• **REQUIRED ACTION**:
Give the data again exactly as written, without any of its pictures.

• **INPUT DATA**:
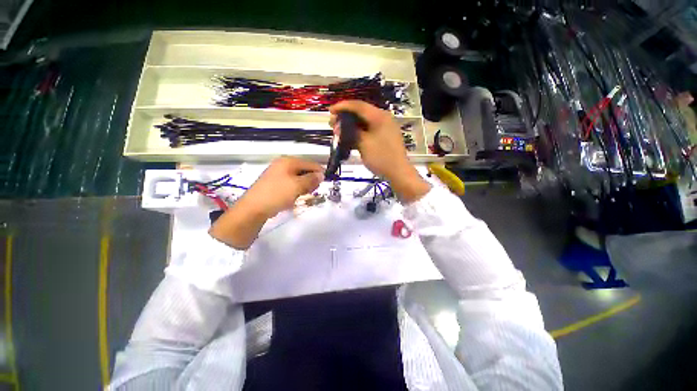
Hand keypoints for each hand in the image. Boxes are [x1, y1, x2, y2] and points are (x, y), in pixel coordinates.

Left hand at [210, 157, 322, 248]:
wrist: (253, 209)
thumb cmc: (277, 194)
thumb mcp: (297, 186)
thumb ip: (312, 179)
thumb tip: (322, 175)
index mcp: (288, 161)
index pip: (310, 164)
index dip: (319, 173)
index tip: (324, 184)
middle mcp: (283, 164)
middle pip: (304, 170)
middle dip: (310, 181)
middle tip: (311, 192)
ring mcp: (277, 174)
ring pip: (298, 178)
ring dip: (304, 186)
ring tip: (302, 196)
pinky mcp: (274, 183)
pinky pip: (290, 184)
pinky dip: (295, 190)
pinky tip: (294, 197)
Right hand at [329, 101, 429, 202]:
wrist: (398, 172)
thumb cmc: (381, 157)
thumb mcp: (364, 144)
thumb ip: (352, 132)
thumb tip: (342, 126)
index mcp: (379, 117)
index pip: (358, 106)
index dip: (343, 107)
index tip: (330, 111)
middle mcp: (382, 118)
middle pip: (360, 113)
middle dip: (345, 117)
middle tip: (332, 124)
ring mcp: (384, 128)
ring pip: (363, 123)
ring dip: (350, 126)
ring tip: (338, 132)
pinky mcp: (383, 137)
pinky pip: (368, 131)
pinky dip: (357, 133)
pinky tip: (348, 138)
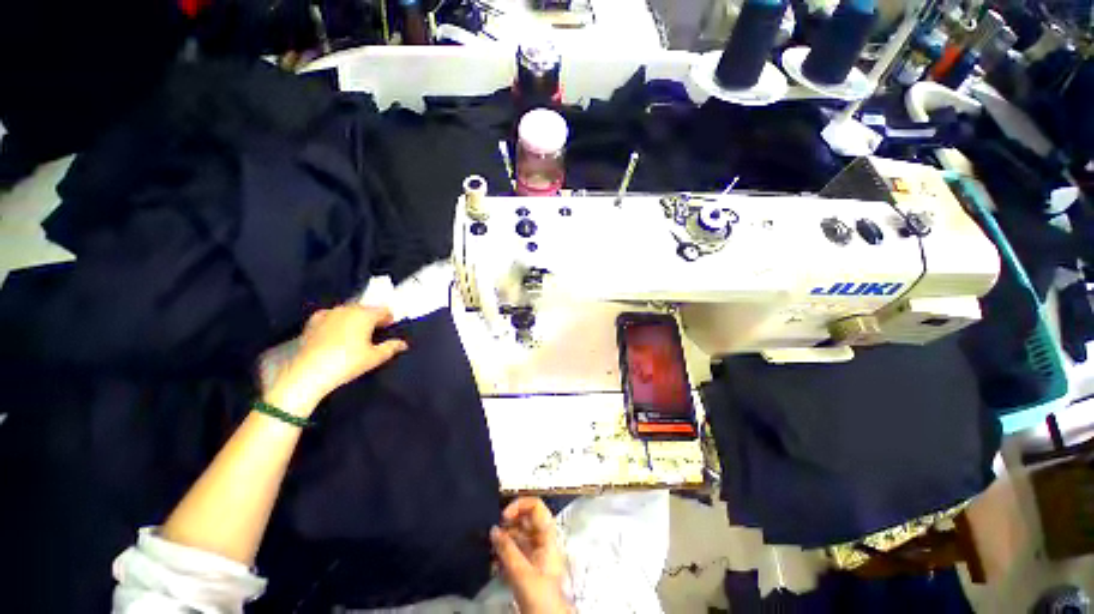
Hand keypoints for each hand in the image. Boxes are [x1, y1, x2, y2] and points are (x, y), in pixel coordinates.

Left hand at [266, 305, 407, 415]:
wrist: (309, 372)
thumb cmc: (347, 362)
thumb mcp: (375, 357)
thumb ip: (391, 347)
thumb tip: (403, 344)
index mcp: (365, 314)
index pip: (383, 310)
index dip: (389, 318)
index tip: (389, 328)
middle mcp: (347, 309)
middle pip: (365, 309)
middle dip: (371, 318)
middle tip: (374, 332)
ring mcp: (328, 314)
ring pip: (347, 312)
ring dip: (354, 319)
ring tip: (355, 334)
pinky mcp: (312, 322)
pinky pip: (330, 317)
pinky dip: (336, 322)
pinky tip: (335, 333)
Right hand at [491, 498, 571, 613]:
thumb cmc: (541, 597)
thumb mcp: (522, 573)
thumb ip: (507, 550)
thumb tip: (493, 529)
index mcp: (547, 537)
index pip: (536, 507)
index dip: (520, 505)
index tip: (503, 517)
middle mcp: (542, 541)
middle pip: (526, 520)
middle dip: (508, 522)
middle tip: (492, 530)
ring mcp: (535, 555)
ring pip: (519, 536)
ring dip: (504, 537)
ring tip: (488, 544)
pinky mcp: (528, 569)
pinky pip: (515, 551)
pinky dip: (504, 551)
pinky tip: (492, 557)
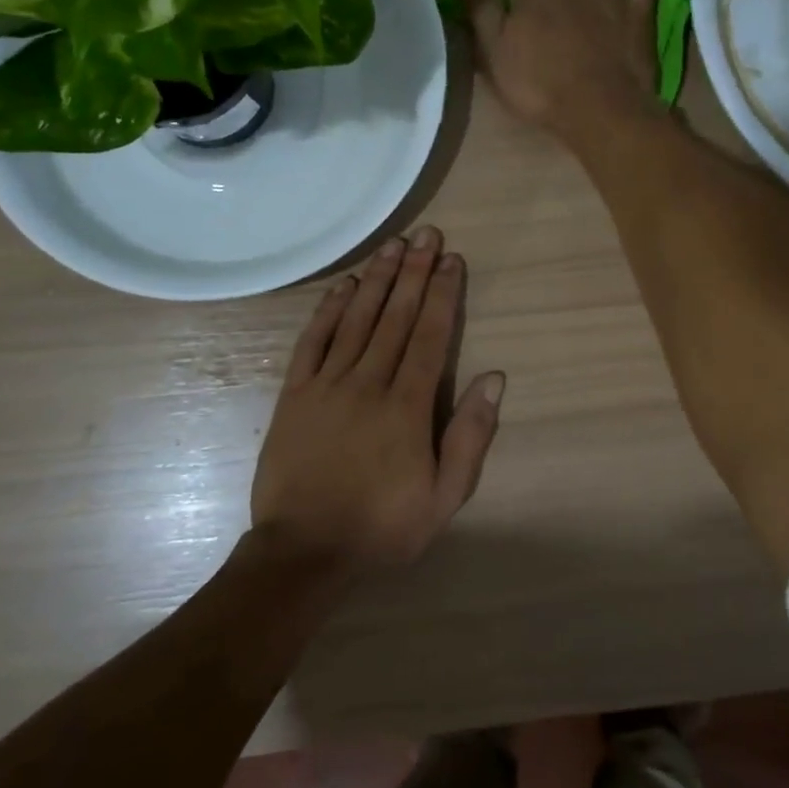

• **RESULT FOR THIS EXERCISE**:
Hand keypoints for each hand in the image. Boxes are [x1, y1, x2, y2] and points are (x, y), in pixel coordinates.

Left hand at [210, 157, 322, 248]:
wrist: (253, 209)
thumb cmc: (277, 194)
thumb mcp: (297, 186)
thumb ip: (312, 179)
thumb tip: (322, 175)
index mcp: (288, 161)
index pip: (310, 164)
index dip: (319, 173)
index tip: (324, 184)
middle mcp: (283, 164)
middle pip: (304, 170)
middle dip: (310, 181)
middle tip: (311, 192)
ring mcp: (277, 174)
ring pip: (298, 178)
ring dip: (304, 186)
ring tip: (302, 196)
pinky mcp: (274, 183)
pinky pip: (290, 184)
pinky dip: (295, 190)
pinky tip: (294, 197)
Right hand at [329, 101, 429, 202]:
wrist: (398, 172)
thumb cmc: (381, 157)
thumb mcp: (364, 144)
thumb ip: (352, 132)
thumb tip: (342, 126)
index mcp: (379, 117)
index pip: (358, 106)
index dip: (343, 107)
index tip: (330, 111)
middle mcp: (382, 118)
middle pip: (360, 113)
middle dip: (345, 117)
middle tip: (332, 124)
ring mcp: (384, 128)
ring pip: (363, 123)
ring dip: (350, 126)
ring tip: (338, 132)
pinky mcp: (383, 137)
pinky pip: (368, 131)
pinky dip: (357, 133)
pinky tip: (348, 138)
Hand keypoints for each hand in the image. Boxes are [x1, y1, x2, y2] and points are (x, y), in pixel coordinates.

Left hand at [266, 305, 407, 415]:
wrist: (309, 372)
thumb cmc: (347, 362)
thumb mcp: (375, 357)
thumb ip: (391, 347)
thumb tip: (403, 344)
index mcp: (365, 314)
index pip: (383, 310)
index dip: (389, 318)
index tip: (389, 328)
middle mcp: (347, 309)
middle pip: (365, 309)
middle dip: (371, 318)
middle tip: (374, 332)
ring mcp: (328, 314)
ring pip: (347, 312)
ring dip: (354, 319)
ring tip: (355, 334)
pinky mcp: (312, 322)
pinky pip: (330, 317)
pinky dip: (336, 322)
pinky tip: (335, 333)
Right hand at [491, 498, 571, 613]:
thumb cmc: (541, 597)
thumb mcp: (522, 573)
thumb ip: (507, 550)
thumb tip: (493, 529)
index mcp: (547, 537)
index pip: (536, 507)
index dip: (520, 505)
index tip: (503, 517)
middle mcp: (542, 541)
middle pip: (526, 520)
middle dip: (508, 522)
middle tip: (492, 530)
ring mcp: (535, 555)
ring pip: (519, 536)
ring dip: (504, 537)
ring tip: (488, 544)
pinky mcp: (528, 569)
pinky pip: (515, 551)
pinky dip: (504, 551)
pinky tip: (492, 557)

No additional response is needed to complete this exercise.